- [Directions] Every record below must be returned exactly as it was received.

:: Task input ::

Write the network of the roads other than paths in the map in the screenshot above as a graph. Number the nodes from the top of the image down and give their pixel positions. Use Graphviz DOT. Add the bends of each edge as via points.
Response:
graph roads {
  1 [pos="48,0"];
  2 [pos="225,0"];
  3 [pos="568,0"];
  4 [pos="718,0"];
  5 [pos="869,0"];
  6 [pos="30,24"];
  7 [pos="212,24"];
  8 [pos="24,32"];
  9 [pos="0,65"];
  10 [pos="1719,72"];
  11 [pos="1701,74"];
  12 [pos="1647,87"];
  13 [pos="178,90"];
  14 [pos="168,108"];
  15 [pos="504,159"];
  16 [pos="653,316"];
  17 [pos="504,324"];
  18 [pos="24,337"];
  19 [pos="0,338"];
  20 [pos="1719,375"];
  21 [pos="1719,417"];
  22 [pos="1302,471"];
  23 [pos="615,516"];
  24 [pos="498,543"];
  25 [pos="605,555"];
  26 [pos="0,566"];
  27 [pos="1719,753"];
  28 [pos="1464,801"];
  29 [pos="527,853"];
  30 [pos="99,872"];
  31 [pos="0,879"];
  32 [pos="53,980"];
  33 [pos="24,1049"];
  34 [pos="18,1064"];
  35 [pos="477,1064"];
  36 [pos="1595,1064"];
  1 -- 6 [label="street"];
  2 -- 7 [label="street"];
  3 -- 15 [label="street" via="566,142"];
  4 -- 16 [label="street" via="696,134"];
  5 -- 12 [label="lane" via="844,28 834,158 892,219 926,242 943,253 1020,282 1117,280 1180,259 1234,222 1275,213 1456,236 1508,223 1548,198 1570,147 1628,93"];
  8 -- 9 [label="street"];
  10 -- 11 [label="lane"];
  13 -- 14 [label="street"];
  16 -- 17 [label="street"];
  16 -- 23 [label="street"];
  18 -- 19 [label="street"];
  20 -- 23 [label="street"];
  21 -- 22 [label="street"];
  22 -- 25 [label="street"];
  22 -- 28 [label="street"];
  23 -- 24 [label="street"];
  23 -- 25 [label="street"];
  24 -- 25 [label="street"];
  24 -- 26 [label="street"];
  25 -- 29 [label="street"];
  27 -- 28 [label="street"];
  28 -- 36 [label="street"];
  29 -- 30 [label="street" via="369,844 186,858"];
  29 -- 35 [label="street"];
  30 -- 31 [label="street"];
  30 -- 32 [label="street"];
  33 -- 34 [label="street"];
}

:::

- [Written response]
Write the network of the roads other than paths in the map in the screenshot above as a graph. Number the nodes from the top of the image down and give their pixel positions. Use Graphviz DOT. Add the bends of each edge as via points.
Response:
graph roads {
  1 [pos="48,0"];
  2 [pos="225,0"];
  3 [pos="568,0"];
  4 [pos="718,0"];
  5 [pos="869,0"];
  6 [pos="30,24"];
  7 [pos="212,24"];
  8 [pos="24,32"];
  9 [pos="0,65"];
  10 [pos="1719,72"];
  11 [pos="1701,74"];
  12 [pos="1647,87"];
  13 [pos="178,90"];
  14 [pos="168,108"];
  15 [pos="504,159"];
  16 [pos="653,316"];
  17 [pos="504,324"];
  18 [pos="24,337"];
  19 [pos="0,338"];
  20 [pos="1719,375"];
  21 [pos="1719,417"];
  22 [pos="1302,471"];
  23 [pos="615,516"];
  24 [pos="498,543"];
  25 [pos="605,555"];
  26 [pos="0,566"];
  27 [pos="1719,753"];
  28 [pos="1464,801"];
  29 [pos="527,853"];
  30 [pos="99,872"];
  31 [pos="0,879"];
  32 [pos="53,980"];
  33 [pos="24,1049"];
  34 [pos="18,1064"];
  35 [pos="477,1064"];
  36 [pos="1595,1064"];
  1 -- 6 [label="street"];
  2 -- 7 [label="street"];
  3 -- 15 [label="street" via="566,142"];
  4 -- 16 [label="street" via="696,134"];
  5 -- 12 [label="lane" via="844,28 834,158 892,219 926,242 943,253 1020,282 1117,280 1180,259 1234,222 1275,213 1456,236 1508,223 1548,198 1570,147 1628,93"];
  8 -- 9 [label="street"];
  10 -- 11 [label="lane"];
  13 -- 14 [label="street"];
  16 -- 17 [label="street"];
  16 -- 23 [label="street"];
  18 -- 19 [label="street"];
  20 -- 23 [label="street"];
  21 -- 22 [label="street"];
  22 -- 25 [label="street"];
  22 -- 28 [label="street"];
  23 -- 24 [label="street"];
  23 -- 25 [label="street"];
  24 -- 25 [label="street"];
  24 -- 26 [label="street"];
  25 -- 29 [label="street"];
  27 -- 28 [label="street"];
  28 -- 36 [label="street"];
  29 -- 30 [label="street" via="369,844 186,858"];
  29 -- 35 [label="street"];
  30 -- 31 [label="street"];
  30 -- 32 [label="street"];
  33 -- 34 [label="street"];
}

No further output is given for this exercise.